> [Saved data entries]
================

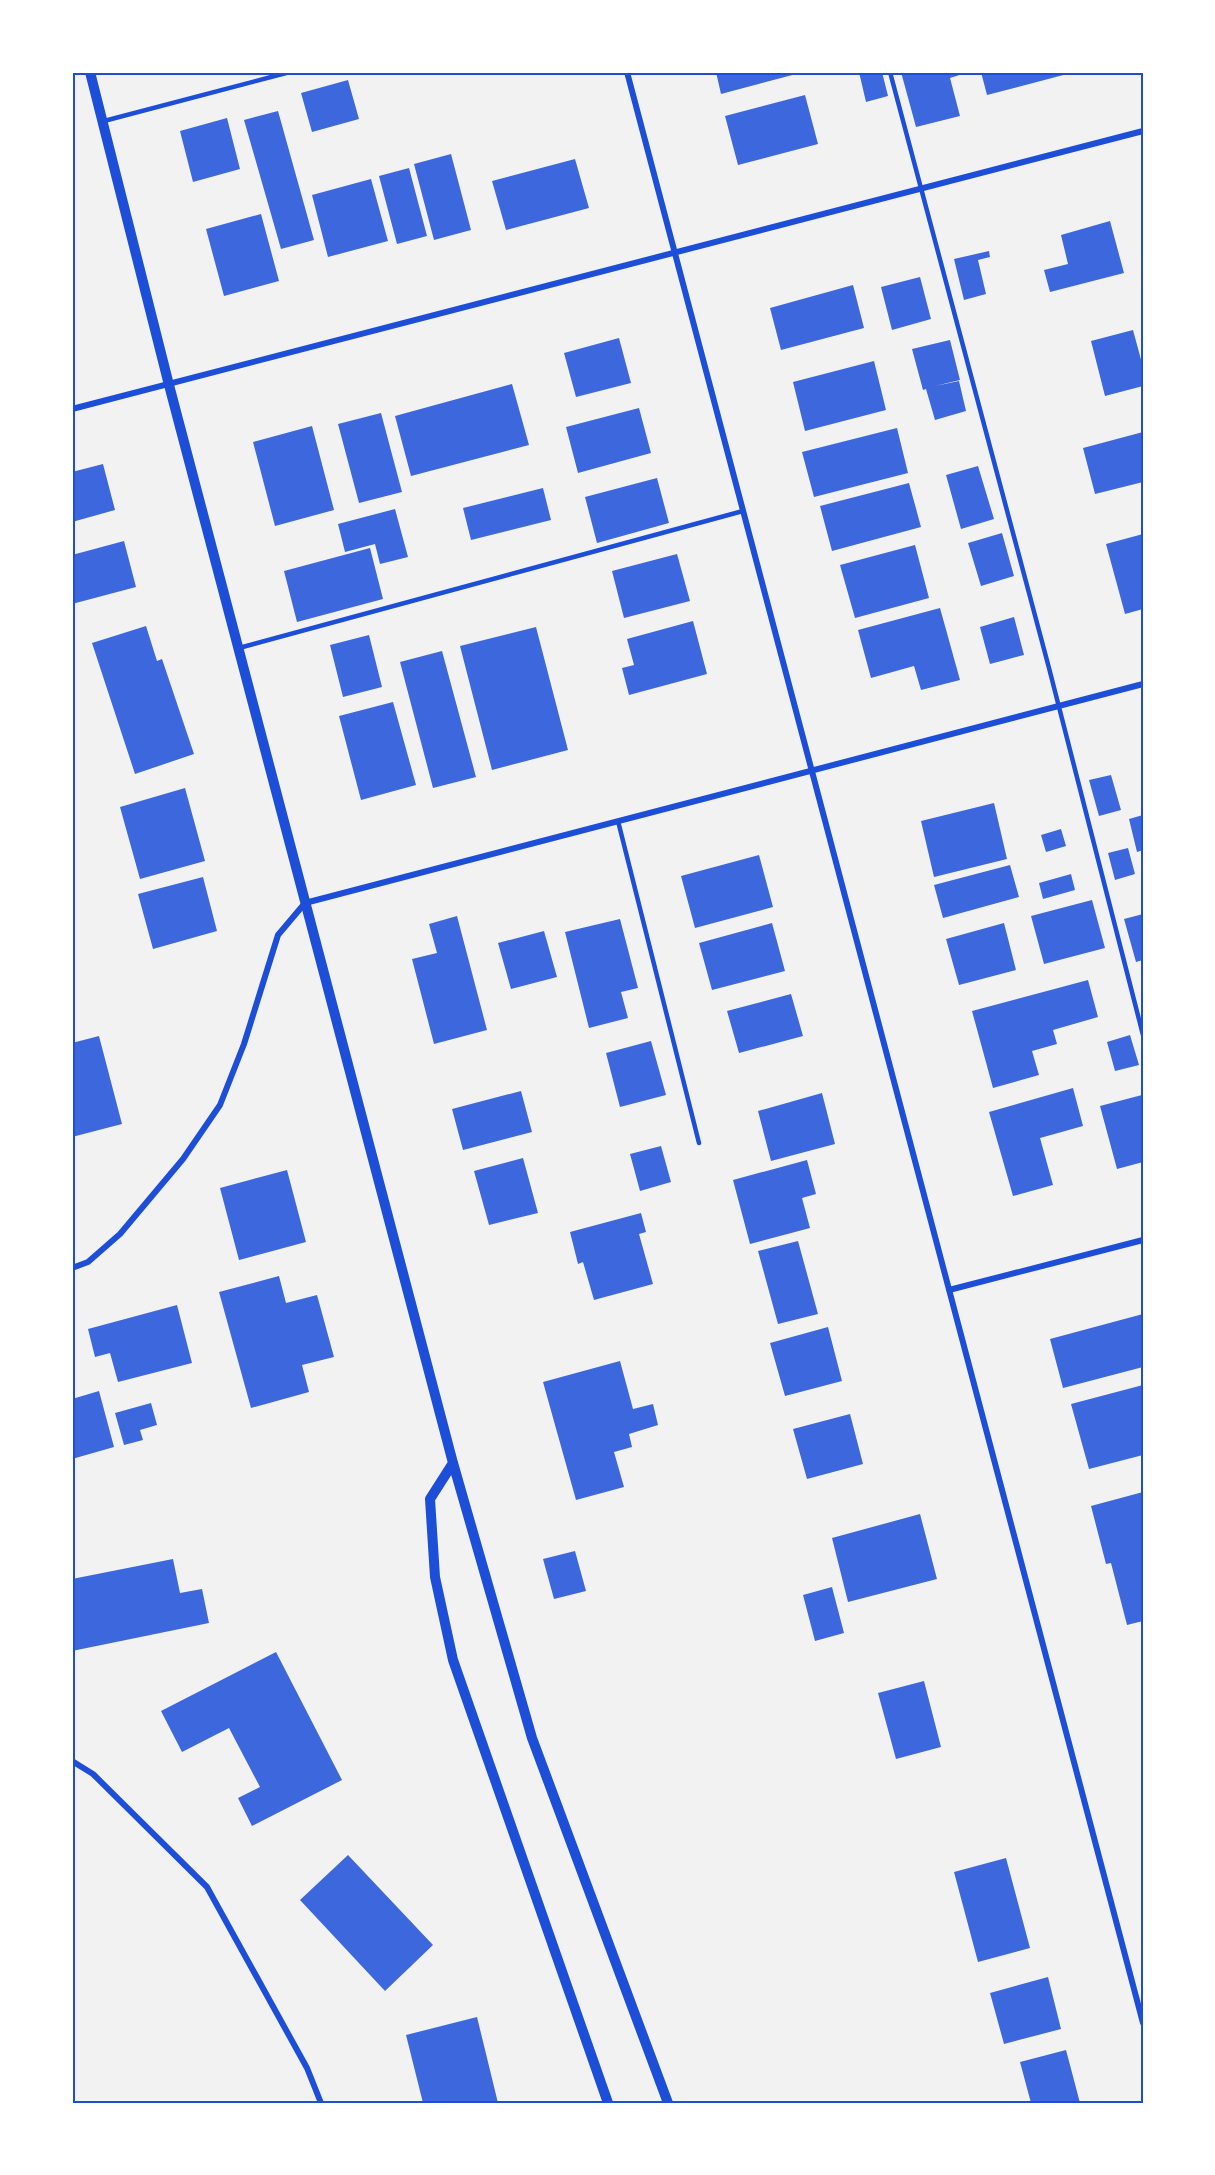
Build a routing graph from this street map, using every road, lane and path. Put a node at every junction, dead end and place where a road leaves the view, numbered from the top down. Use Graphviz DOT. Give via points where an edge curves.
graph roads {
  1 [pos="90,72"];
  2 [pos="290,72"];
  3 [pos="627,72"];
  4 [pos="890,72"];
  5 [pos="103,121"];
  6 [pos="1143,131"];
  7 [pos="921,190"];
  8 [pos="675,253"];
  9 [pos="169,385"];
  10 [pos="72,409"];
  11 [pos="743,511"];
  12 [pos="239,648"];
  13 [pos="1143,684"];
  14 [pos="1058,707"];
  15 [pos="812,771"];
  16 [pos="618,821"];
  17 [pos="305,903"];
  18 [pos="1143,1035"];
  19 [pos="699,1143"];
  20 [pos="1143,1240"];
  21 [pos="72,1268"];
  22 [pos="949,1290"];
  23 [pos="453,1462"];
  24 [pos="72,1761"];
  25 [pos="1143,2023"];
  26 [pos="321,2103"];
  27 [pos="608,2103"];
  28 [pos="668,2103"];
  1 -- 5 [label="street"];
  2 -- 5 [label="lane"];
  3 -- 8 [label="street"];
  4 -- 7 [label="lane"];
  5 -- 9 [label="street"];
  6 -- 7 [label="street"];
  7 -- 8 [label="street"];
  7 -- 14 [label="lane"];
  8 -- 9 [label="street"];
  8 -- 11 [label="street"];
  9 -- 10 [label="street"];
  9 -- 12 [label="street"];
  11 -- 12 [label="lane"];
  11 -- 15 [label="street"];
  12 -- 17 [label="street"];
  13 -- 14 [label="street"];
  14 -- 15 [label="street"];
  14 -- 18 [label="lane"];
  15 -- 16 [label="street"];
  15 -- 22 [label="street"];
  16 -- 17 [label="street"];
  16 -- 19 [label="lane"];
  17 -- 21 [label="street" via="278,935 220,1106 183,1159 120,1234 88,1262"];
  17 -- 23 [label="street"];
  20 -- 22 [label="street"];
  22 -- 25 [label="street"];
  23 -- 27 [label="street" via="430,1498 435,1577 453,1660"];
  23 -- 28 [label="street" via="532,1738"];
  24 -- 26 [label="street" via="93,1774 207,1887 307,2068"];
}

================

> [How to complete this task] Can you restate all the records above word for word while dropping the pictures?

> [Answer space]
Build a routing graph from this street map, using every road, lane and path. Put a node at every junction, dead end and place where a road leaves the view, numbered from the top down. Use Graphviz DOT. Give via points where an edge curves.
graph roads {
  1 [pos="90,72"];
  2 [pos="290,72"];
  3 [pos="627,72"];
  4 [pos="890,72"];
  5 [pos="103,121"];
  6 [pos="1143,131"];
  7 [pos="921,190"];
  8 [pos="675,253"];
  9 [pos="169,385"];
  10 [pos="72,409"];
  11 [pos="743,511"];
  12 [pos="239,648"];
  13 [pos="1143,684"];
  14 [pos="1058,707"];
  15 [pos="812,771"];
  16 [pos="618,821"];
  17 [pos="305,903"];
  18 [pos="1143,1035"];
  19 [pos="699,1143"];
  20 [pos="1143,1240"];
  21 [pos="72,1268"];
  22 [pos="949,1290"];
  23 [pos="453,1462"];
  24 [pos="72,1761"];
  25 [pos="1143,2023"];
  26 [pos="321,2103"];
  27 [pos="608,2103"];
  28 [pos="668,2103"];
  1 -- 5 [label="street"];
  2 -- 5 [label="lane"];
  3 -- 8 [label="street"];
  4 -- 7 [label="lane"];
  5 -- 9 [label="street"];
  6 -- 7 [label="street"];
  7 -- 8 [label="street"];
  7 -- 14 [label="lane"];
  8 -- 9 [label="street"];
  8 -- 11 [label="street"];
  9 -- 10 [label="street"];
  9 -- 12 [label="street"];
  11 -- 12 [label="lane"];
  11 -- 15 [label="street"];
  12 -- 17 [label="street"];
  13 -- 14 [label="street"];
  14 -- 15 [label="street"];
  14 -- 18 [label="lane"];
  15 -- 16 [label="street"];
  15 -- 22 [label="street"];
  16 -- 17 [label="street"];
  16 -- 19 [label="lane"];
  17 -- 21 [label="street" via="278,935 220,1106 183,1159 120,1234 88,1262"];
  17 -- 23 [label="street"];
  20 -- 22 [label="street"];
  22 -- 25 [label="street"];
  23 -- 27 [label="street" via="430,1498 435,1577 453,1660"];
  23 -- 28 [label="street" via="532,1738"];
  24 -- 26 [label="street" via="93,1774 207,1887 307,2068"];
}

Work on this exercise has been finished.